Ortadoğu barış sürecine aracılık etme amacıyla 2002'de ABD, Rusya ve Birleşmiş Milletler ile birlikte gayriresmi Ortadoğu Dörtlüsü'ne öncülük eden Avrupa Birliği de beklendiği gibi bu süreçte hiçbir sorumluluk üstlenmedi ya da üstlenemedi. Uluslararası siyasete dair özellikle sert güce dayalı konular gündeme geldiğinde oldukça etkisiz kalan Avrupa Birliği on bir gün boyunca Filistin'de yaşananları da izlemekle yetindi. Bunun yanı sıra yukarıda görüldüğü üzere Birliğin kurucu ülkelerinden Alman ve Fransız liderleri açıkça İsrail zulmüne destek çıkan beyanatlarda bulundular. Daha da önemlisi Birliğin bu sorunu çözebilecek kapasiteden uzak olduğu bizzat Dış İlişkiler ve Güvenlik Politikası Yüksek Temsilcisi Josep Borrell'in şu açıklamasıyla teyit edildi: "Avrupa Birliği bu sorunu çözebilecek kapasitede değil. Bunu yapabilecek tek aktör ABD". Bunun yanı sıra Komisyon Başkanı Ursula von der Leyen, üye ülkelerden Almanya ve Fransa liderlerinin açıklamalarını tekrar ederek Hamas tarafından İsrail'e yapılan karşı saldırıları kınadığını ifade etti. Böylece Leyen de Filistinlileri hedef göstererek İsrail zulmünü kasıtlı şekilde görmezden geldi.

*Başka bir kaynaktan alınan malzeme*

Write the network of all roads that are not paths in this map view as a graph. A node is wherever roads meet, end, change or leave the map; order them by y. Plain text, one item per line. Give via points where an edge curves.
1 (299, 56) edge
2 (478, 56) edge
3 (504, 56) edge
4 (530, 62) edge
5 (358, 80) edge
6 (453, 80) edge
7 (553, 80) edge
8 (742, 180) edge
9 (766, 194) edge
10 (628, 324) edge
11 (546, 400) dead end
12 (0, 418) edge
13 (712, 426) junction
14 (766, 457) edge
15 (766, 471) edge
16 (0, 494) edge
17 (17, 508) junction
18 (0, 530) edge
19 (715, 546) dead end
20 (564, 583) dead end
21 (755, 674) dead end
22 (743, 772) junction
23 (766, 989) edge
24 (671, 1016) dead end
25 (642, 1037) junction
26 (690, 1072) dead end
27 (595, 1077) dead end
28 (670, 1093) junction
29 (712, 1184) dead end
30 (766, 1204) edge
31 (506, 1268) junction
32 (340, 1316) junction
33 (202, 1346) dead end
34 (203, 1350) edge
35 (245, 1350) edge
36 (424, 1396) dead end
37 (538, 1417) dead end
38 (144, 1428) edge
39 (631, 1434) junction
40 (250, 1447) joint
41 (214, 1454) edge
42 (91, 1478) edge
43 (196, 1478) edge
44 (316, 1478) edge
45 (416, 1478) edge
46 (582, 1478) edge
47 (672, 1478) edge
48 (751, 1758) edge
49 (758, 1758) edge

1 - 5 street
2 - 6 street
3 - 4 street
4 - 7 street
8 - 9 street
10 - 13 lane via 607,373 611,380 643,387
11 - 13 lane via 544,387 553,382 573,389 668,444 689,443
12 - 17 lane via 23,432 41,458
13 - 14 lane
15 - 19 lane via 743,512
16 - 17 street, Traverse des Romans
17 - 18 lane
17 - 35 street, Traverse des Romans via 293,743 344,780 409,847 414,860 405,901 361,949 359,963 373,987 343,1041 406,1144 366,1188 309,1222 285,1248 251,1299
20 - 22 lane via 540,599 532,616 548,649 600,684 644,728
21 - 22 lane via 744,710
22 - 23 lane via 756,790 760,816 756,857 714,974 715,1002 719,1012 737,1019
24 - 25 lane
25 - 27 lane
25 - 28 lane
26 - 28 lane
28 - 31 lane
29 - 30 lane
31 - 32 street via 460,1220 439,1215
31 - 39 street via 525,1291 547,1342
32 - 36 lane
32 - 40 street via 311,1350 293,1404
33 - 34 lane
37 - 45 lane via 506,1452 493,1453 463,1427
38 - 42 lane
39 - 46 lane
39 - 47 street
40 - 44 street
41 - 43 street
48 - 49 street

Aralarında Belçika, Finlandiya, İrlanda, Lüksemburg ve Malta'nın bulunduğu bir grup Avrupa ülkesi ise üyesi oldukları Avrupa Birliği'nin Filistinlilere daha fazla destek vermesi gerektiği yönünde açıklamalar yaparak kısmen bir ayrıksı bir tutum sergilediler. Ancak bu ülkelerin İsrail üzerinde baskı yaratabilecek güçten yoksun olmaları ve Filistin'e yönelik desteklerinin söylemden öteye geçememesi dikkate alınırsa, bu açıklamaların sahada somut bir karşılığının olmadığını söyleyebiliriz.

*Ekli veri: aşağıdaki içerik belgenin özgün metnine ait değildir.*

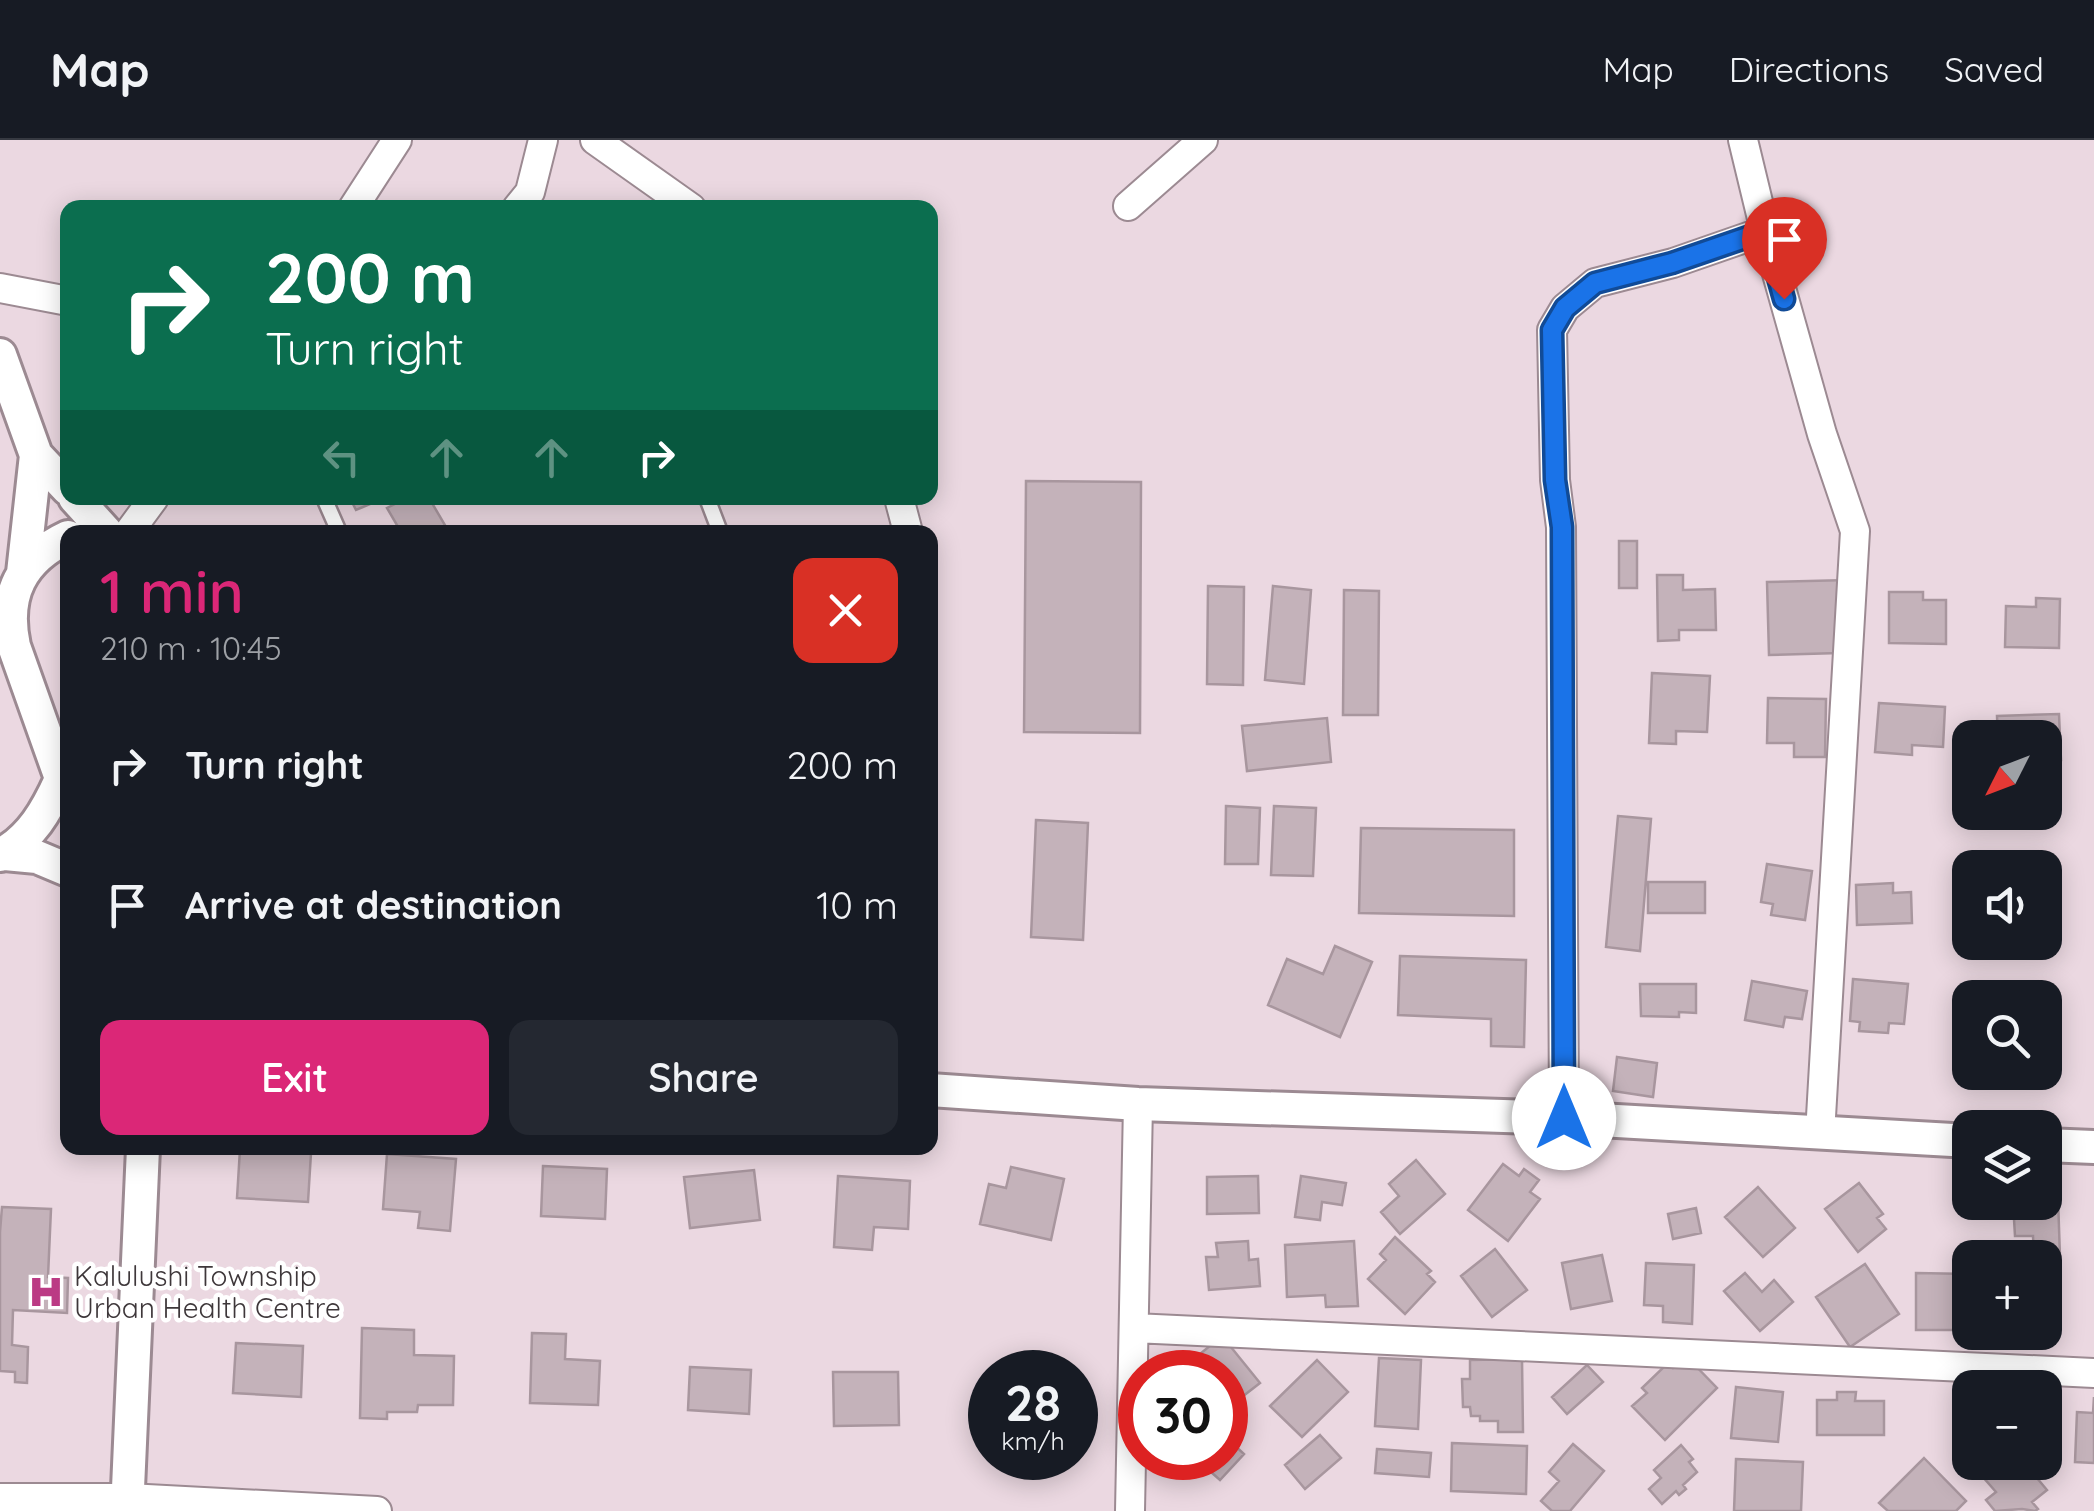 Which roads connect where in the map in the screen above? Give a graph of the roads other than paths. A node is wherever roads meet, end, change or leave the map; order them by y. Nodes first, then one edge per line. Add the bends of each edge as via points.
1 (397, 140) edge
2 (543, 140) edge
3 (595, 140) edge
4 (1203, 140) edge
5 (1743, 140) edge
6 (357, 200) edge
7 (524, 200) edge
8 (680, 200) edge
9 (1128, 206) dead end
10 (1765, 231) junction
11 (0, 288) edge
12 (60, 299) edge
13 (0, 355) edge
14 (36, 455) junction
15 (60, 481) edge
16 (81, 505) edge
17 (98, 525) edge
18 (60, 541) edge
19 (23, 574) junction
20 (7, 645) edge
21 (60, 779) edge
22 (60, 794) edge
23 (2, 854) edge
24 (60, 867) edge
25 (938, 1091) edge
26 (1138, 1104) junction
27 (1564, 1118) junction
28 (1820, 1134) junction
29 (1952, 1140) edge
30 (2062, 1146) edge
31 (2094, 1147) edge
32 (143, 1155) edge
33 (1134, 1328) junction
34 (2094, 1373) edge
35 (0, 1498) edge
36 (128, 1504) edge
37 (377, 1511) edge
38 (1130, 1511) edge

1 - 6 street
2 - 7 street
3 - 8 street
4 - 9 street
5 - 10 street
10 - 27 street via 1595,283 1565,308 1552,330 1562,527
10 - 28 street via 1854,531
11 - 12 street
13 - 14 street
14 - 15 street
14 - 19 street
16 - 17 street
18 - 19 street
19 - 20 street
20 - 21 street
22 - 23 street via 29,834
23 - 24 street
25 - 26 street
26 - 27 street
26 - 33 street
27 - 28 street
28 - 29 street
30 - 31 street
32 - 36 street
33 - 34 street
33 - 38 street
35 - 36 street
36 - 37 street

Sonuç olarak bu kısa değerlendirme yazısında ele alınan örnekler bile demokrasinin ve insan haklarının beşiği (!) Avrupa'nın söz konusu İsrail zulmü olduğunda genel olarak nasıl bir ikiyüzlülük sergilediklerini ortaya koymakta fazlasıyla yeterli.